Paranoid much? You should ammend your statement to "Lots [sic] of people write
poor quality software in their spare time." There are some good counterexamples out there, but many if not most open source projects are undocumented messes with lousy user interfaces and/or designs. Many have been abandoned and are, for all intents and purposes, dead since the reimplementation cost is frequently lower than the cost of learning how to use it and updating it.
Apple is not "afraid" of anything: Apple is a company who's top priority is the profit it makes (legally obligated, actually). If it believes the best way to do this is through open source, they have traditionally been more than willing to leverage it or encourage its use.
Examples? On MacOS X X11 is bundled, free development tools are provided, and new tools that encourage third-party development come out all of the time (e.g., CoreData, CoreAnimation, etc.). They include Python and Ruby with bindings, and have done nothing to stop projects such as Fink and Darwin ports.

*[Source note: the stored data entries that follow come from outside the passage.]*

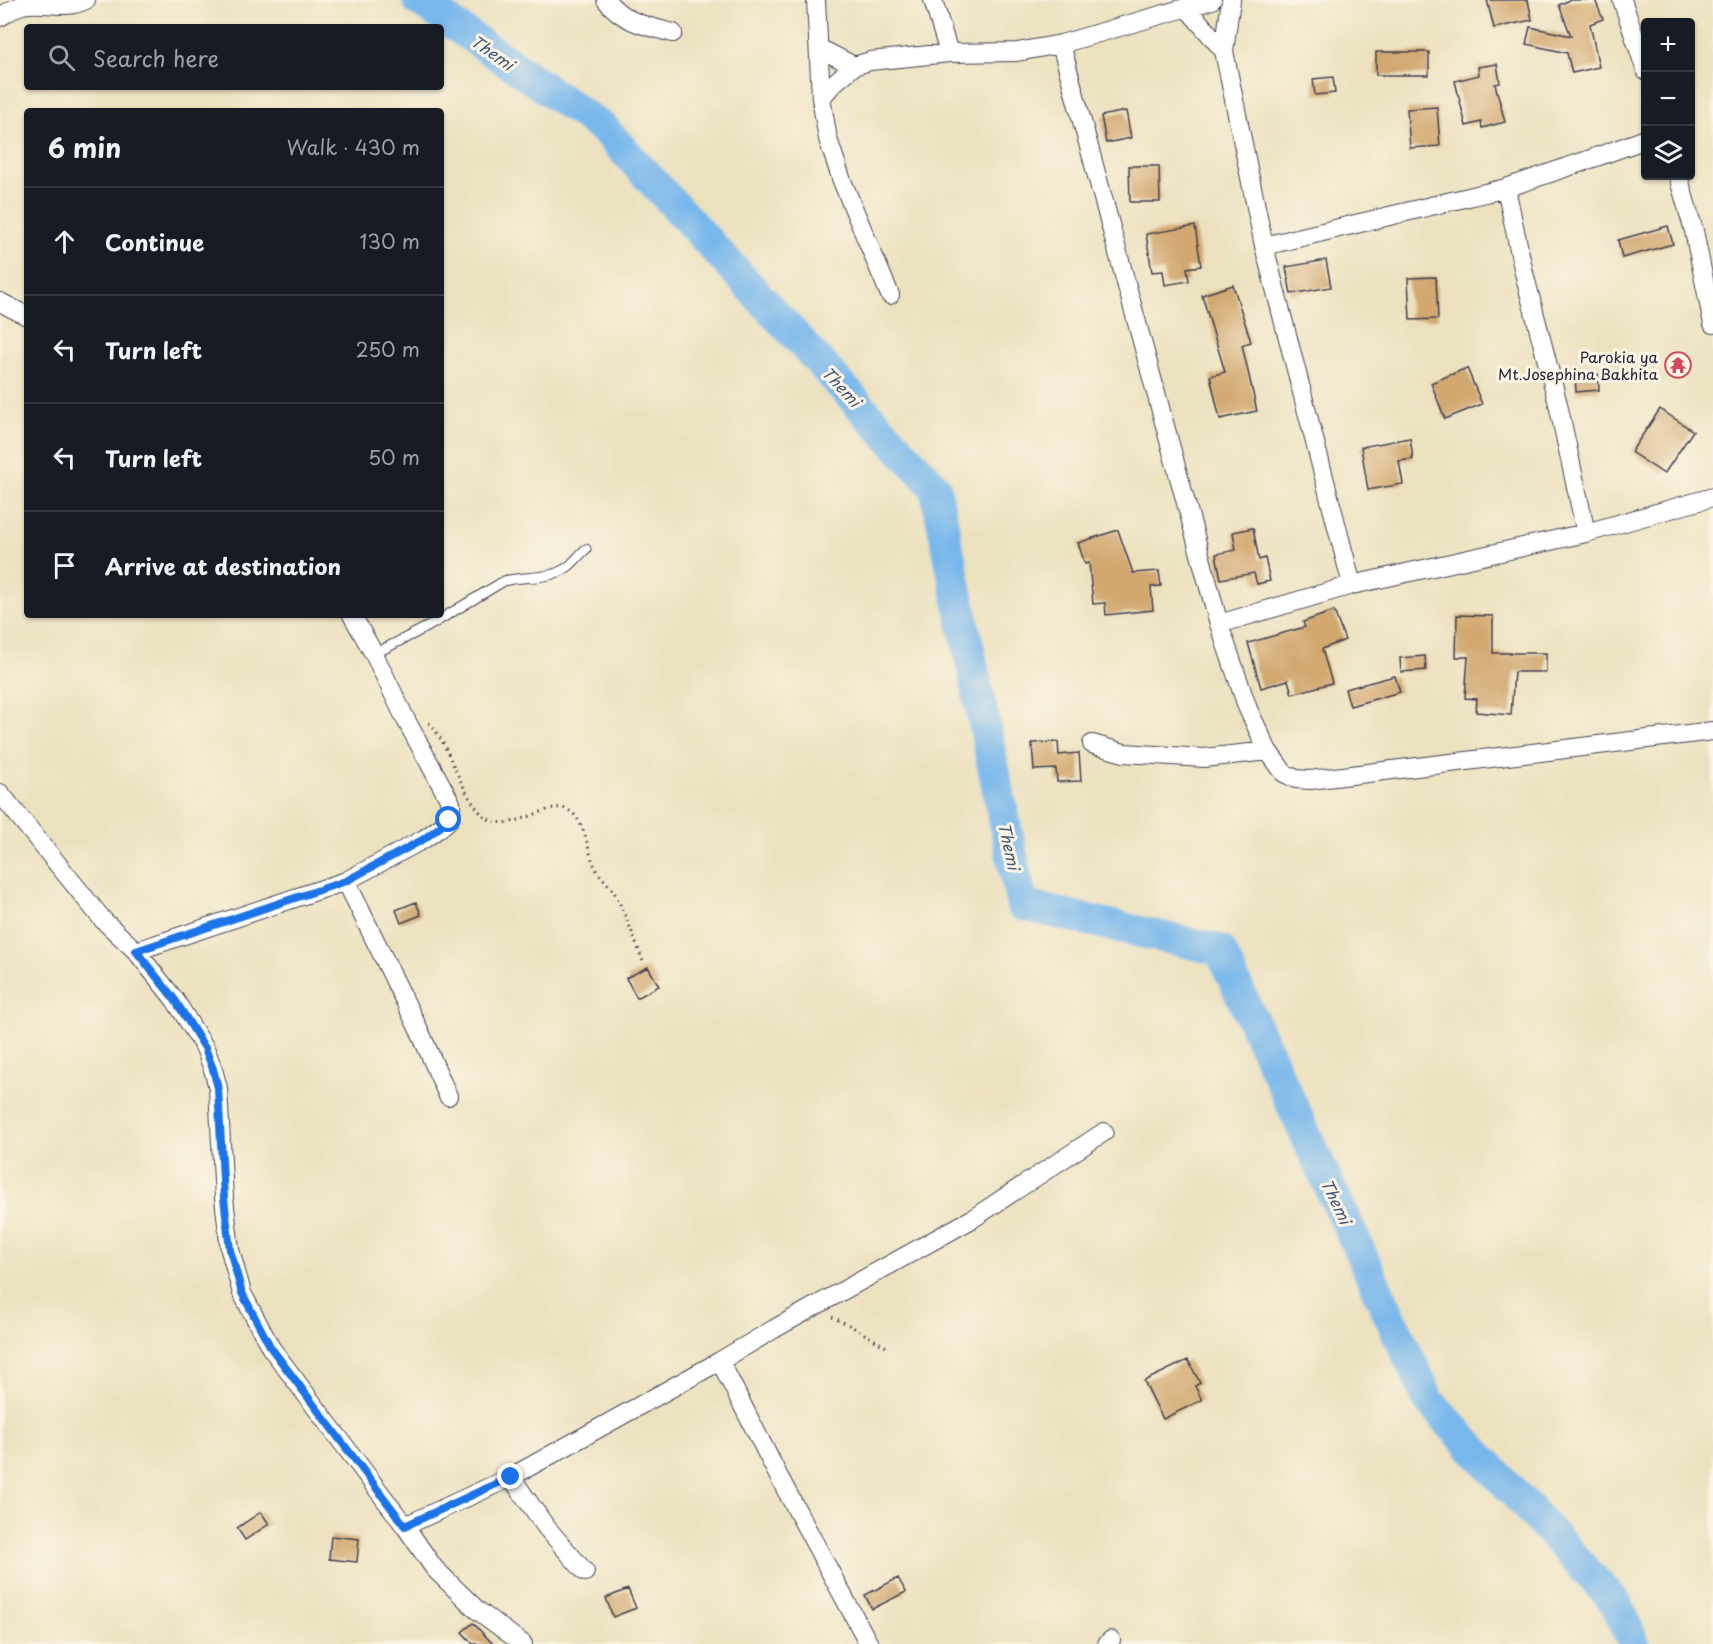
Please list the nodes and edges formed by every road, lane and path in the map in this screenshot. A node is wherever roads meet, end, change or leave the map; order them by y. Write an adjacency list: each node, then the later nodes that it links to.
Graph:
1 (86, 0): 9 (street)
2 (606, 0): 10 (street)
3 (816, 0): 12 (street)
4 (933, 0): 14 (street)
5 (1212, 0): 8 (street)
6 (1231, 0): 13 (street)
7 (1622, 0): 15 (street)
8 (1187, 8): 11 (street); 13 (street)
9 (0, 16)
10 (673, 33)
11 (1061, 44): 14 (street); 33 (street)
12 (819, 48): 16 (street); 17 (street)
13 (1224, 51): 21 (street)
14 (949, 53): 16 (street)
15 (1641, 56)
16 (854, 66): 17 (street)
17 (821, 98): 22 (street)
18 (1641, 141): 20 (street)
19 (1679, 180): 25 (street)
20 (1506, 188): 21 (street); 27 (street)
21 (1264, 246): 29 (street)
22 (890, 295)
23 (0, 302): 24 (street)
24 (24, 314)
25 (1713, 324)
26 (1713, 496): 27 (street)
27 (1586, 533): 29 (street)
28 (586, 549): 30 (lane)
29 (1352, 585): 33 (street)
30 (444, 617)
31 (354, 618): 34 (street)
32 (442, 618): 34 (lane)
33 (1219, 624): 38 (street)
34 (374, 654): 35 (street)
35 (406, 720): 40 (street); 42 (path)
36 (1713, 731): 38 (street)
37 (1092, 744): 38 (street)
38 (1268, 751)
39 (0, 793): 41 (street)
40 (346, 881): 41 (street); 43 (street)
41 (136, 951): 49 (street)
42 (644, 964)
43 (448, 1096)
44 (1104, 1132): 45 (street)
45 (810, 1310): 46 (path); 47 (street)
46 (888, 1348)
47 (720, 1361): 48 (street); 52 (street)
48 (511, 1477): 49 (street); 50 (street)
49 (405, 1526): 51 (street)
50 (585, 1572)
51 (523, 1644)
52 (869, 1644)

They haven't seemed to care if people try and compete against Pages, Numbers, Bento, etc. I don't see why things would be different for this case.
There will be an SDK for the iPod Touch/iPhone and I have seen no evidence to suggest that it will be crippled beyond posts such as yours. Its an interesting thought--that may even prove to be accurate, though I highly doubt it--but there is zero evidence of it at this time and several things that would lead me to think that it will not be crippled at all vs. what Apple does with their own applications.